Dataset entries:
%%

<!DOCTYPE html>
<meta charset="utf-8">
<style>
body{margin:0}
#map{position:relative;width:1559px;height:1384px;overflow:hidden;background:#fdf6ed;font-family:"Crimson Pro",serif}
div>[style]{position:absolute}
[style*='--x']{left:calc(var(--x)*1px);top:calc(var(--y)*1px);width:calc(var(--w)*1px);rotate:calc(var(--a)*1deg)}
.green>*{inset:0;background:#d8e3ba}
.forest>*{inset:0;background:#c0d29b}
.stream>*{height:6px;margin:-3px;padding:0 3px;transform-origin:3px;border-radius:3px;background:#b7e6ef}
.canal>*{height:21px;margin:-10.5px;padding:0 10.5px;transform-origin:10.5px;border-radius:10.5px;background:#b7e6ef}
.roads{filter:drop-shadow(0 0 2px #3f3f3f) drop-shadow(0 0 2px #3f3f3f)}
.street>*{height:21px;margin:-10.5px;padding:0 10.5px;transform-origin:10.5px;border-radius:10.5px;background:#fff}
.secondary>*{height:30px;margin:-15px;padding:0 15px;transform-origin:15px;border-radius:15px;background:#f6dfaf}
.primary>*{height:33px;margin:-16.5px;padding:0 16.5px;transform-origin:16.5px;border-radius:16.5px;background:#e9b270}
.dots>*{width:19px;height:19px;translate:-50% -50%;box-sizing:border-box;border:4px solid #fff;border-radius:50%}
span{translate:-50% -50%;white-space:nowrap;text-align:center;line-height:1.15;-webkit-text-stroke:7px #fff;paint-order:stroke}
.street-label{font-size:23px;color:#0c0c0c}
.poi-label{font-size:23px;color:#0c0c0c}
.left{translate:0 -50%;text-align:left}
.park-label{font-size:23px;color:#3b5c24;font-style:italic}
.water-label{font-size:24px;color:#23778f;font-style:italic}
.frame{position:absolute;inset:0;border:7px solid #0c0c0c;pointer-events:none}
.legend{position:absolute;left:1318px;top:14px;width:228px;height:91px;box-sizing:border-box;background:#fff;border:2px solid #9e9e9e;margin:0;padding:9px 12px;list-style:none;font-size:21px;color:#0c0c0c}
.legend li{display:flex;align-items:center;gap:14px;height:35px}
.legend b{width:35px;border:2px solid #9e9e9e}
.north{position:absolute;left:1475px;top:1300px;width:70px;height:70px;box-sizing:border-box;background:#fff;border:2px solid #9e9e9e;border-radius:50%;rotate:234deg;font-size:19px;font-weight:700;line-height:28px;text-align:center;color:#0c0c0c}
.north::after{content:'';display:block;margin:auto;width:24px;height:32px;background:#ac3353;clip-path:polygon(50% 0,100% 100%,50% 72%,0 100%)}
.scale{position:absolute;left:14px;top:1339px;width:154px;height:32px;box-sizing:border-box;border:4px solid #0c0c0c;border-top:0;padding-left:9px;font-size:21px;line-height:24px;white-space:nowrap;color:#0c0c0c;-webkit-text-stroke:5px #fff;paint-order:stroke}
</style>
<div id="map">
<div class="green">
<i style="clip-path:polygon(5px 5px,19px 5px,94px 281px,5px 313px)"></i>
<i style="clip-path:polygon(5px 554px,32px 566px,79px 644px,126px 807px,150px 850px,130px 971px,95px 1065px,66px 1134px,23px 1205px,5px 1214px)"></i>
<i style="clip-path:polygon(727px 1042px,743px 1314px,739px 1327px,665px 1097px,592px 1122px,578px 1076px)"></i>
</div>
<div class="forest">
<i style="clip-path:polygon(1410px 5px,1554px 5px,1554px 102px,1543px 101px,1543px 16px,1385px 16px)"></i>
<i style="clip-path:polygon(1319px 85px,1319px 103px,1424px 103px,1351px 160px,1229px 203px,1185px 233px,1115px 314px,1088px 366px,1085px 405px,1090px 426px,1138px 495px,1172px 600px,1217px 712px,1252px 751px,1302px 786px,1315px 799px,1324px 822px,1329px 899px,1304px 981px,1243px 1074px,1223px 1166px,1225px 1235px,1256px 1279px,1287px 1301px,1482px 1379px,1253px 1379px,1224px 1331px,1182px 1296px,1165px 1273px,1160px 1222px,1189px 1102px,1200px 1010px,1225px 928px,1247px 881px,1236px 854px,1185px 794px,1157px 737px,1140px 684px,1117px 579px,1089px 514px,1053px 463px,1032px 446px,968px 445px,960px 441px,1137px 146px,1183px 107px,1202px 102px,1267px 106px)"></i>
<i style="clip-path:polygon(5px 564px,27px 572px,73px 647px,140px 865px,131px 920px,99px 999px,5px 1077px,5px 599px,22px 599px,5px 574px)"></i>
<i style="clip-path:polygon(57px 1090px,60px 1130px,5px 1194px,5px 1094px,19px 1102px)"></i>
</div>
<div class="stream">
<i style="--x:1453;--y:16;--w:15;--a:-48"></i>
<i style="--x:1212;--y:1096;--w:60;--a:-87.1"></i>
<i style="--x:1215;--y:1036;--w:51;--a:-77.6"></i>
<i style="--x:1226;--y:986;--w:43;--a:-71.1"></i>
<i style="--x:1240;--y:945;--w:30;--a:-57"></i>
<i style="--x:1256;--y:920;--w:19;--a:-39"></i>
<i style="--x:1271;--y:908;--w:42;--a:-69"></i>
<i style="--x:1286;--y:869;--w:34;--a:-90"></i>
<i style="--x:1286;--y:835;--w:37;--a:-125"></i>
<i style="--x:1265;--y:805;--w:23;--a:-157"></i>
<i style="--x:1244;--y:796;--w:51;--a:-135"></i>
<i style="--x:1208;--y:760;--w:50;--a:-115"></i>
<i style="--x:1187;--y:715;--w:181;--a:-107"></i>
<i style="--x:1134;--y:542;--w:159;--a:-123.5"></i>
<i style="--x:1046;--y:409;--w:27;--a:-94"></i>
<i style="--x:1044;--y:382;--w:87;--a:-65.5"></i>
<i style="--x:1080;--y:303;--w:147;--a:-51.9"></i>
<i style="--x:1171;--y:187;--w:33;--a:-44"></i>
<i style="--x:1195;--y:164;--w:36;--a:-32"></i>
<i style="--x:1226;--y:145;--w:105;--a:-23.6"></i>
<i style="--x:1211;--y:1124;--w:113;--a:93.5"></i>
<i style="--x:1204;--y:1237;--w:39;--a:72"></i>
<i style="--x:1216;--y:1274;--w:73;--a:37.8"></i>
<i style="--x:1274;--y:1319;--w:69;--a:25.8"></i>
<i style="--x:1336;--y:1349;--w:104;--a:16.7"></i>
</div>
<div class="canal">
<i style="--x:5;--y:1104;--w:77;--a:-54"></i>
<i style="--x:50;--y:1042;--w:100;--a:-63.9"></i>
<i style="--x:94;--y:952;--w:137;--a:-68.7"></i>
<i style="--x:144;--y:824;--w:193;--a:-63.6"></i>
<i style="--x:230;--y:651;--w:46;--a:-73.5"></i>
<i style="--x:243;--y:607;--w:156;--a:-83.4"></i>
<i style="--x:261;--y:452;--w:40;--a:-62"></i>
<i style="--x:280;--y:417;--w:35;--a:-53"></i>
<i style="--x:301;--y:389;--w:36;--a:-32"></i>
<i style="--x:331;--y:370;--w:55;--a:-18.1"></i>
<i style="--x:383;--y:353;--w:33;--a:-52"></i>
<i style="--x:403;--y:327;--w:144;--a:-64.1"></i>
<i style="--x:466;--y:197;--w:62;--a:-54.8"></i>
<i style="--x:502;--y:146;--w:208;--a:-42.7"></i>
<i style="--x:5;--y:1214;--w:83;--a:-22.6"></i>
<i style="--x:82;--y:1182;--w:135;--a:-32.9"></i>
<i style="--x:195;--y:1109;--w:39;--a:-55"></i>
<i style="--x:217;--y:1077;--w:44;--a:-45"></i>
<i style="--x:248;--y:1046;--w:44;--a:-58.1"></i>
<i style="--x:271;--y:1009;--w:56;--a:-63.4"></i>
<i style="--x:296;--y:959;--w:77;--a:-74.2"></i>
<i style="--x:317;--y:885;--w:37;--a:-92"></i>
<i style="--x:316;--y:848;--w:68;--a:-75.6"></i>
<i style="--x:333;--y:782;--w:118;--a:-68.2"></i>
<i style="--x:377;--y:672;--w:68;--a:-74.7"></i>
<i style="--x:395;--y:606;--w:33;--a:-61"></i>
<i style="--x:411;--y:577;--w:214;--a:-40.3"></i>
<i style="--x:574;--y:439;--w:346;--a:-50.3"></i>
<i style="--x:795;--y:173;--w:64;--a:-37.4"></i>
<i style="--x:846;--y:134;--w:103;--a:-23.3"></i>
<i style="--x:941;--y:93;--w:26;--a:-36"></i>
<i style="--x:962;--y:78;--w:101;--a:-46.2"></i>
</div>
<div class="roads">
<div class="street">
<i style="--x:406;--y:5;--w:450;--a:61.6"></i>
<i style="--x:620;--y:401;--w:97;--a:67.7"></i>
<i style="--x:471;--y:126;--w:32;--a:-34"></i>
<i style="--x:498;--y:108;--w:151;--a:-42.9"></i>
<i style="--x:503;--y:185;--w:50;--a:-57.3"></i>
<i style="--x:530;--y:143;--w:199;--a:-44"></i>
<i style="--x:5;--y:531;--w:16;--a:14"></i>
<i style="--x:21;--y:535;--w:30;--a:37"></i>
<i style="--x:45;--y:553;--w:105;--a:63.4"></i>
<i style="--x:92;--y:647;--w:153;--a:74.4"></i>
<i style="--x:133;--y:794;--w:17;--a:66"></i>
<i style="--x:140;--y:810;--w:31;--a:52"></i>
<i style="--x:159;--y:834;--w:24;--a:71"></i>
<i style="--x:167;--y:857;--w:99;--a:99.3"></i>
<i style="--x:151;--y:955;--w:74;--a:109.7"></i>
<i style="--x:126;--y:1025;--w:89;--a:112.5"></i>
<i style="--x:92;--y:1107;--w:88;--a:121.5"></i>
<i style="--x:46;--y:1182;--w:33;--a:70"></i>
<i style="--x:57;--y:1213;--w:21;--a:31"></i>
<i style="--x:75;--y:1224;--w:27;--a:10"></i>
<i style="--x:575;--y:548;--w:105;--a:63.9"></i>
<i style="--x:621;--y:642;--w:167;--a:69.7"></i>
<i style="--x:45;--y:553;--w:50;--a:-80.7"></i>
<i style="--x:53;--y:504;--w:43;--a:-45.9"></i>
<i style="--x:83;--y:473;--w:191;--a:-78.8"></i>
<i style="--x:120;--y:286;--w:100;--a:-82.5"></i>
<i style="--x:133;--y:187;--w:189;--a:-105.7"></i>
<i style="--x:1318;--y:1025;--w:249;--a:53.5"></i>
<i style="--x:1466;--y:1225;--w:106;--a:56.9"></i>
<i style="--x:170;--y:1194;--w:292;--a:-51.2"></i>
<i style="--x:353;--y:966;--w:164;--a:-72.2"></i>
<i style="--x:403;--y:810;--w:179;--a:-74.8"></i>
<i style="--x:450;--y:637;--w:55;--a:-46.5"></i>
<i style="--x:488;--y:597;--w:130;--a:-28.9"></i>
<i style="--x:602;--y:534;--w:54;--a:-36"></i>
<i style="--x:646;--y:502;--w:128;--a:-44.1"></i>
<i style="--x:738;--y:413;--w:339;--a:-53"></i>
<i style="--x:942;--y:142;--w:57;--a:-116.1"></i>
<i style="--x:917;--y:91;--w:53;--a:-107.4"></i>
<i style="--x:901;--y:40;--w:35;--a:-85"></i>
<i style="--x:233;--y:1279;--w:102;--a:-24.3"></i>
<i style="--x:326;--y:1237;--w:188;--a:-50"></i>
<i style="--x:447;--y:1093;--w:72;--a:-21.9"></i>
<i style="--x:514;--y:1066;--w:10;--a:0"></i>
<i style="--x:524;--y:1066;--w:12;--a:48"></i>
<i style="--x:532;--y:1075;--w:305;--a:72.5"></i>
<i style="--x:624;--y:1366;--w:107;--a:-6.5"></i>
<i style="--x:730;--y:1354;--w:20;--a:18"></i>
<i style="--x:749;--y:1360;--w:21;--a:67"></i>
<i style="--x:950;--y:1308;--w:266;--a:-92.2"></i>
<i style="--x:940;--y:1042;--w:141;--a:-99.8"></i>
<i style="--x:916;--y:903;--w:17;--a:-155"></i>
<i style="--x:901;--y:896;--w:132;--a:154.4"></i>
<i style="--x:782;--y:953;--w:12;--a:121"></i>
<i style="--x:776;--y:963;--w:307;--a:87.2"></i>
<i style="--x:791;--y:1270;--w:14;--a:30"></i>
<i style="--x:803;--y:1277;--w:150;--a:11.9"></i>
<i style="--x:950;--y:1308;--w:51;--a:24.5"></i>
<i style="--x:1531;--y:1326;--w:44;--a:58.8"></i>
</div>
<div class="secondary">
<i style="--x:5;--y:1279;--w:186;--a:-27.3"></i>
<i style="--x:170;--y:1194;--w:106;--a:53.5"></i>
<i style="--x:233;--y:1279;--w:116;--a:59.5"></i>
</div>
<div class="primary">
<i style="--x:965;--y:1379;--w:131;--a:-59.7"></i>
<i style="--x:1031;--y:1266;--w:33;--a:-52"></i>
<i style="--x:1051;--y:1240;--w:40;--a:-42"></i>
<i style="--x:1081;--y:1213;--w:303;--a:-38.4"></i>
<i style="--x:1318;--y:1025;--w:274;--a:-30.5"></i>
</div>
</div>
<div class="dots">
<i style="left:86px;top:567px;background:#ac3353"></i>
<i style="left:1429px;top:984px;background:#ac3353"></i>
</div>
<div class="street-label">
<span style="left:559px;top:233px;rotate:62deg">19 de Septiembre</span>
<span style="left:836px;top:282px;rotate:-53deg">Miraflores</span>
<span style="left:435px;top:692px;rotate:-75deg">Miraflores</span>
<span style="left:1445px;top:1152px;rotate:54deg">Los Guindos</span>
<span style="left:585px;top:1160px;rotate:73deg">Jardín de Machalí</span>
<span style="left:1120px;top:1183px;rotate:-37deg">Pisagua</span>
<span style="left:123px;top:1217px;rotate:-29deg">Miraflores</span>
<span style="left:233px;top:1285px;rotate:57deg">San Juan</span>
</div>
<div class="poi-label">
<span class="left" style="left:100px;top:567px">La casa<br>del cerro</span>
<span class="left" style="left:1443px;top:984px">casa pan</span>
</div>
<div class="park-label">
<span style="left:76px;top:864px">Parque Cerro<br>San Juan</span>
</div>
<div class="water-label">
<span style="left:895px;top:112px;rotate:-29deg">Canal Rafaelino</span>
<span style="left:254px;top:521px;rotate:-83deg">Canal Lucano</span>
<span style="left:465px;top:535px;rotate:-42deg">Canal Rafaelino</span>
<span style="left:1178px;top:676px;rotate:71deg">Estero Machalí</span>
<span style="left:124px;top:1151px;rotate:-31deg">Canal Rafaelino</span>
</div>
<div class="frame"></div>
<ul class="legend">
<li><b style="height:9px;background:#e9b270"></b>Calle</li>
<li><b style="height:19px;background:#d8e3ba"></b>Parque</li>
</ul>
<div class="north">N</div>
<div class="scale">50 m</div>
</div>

%%

## Exercise directions
Show every line above where "inset" is found.

## Answer box
.green>*{inset:0;background:#d8e3ba}
.forest>*{inset:0;background:#c0d29b}
.frame{position:absolute;inset:0;border:7px solid #0c0c0c;pointer-events:none}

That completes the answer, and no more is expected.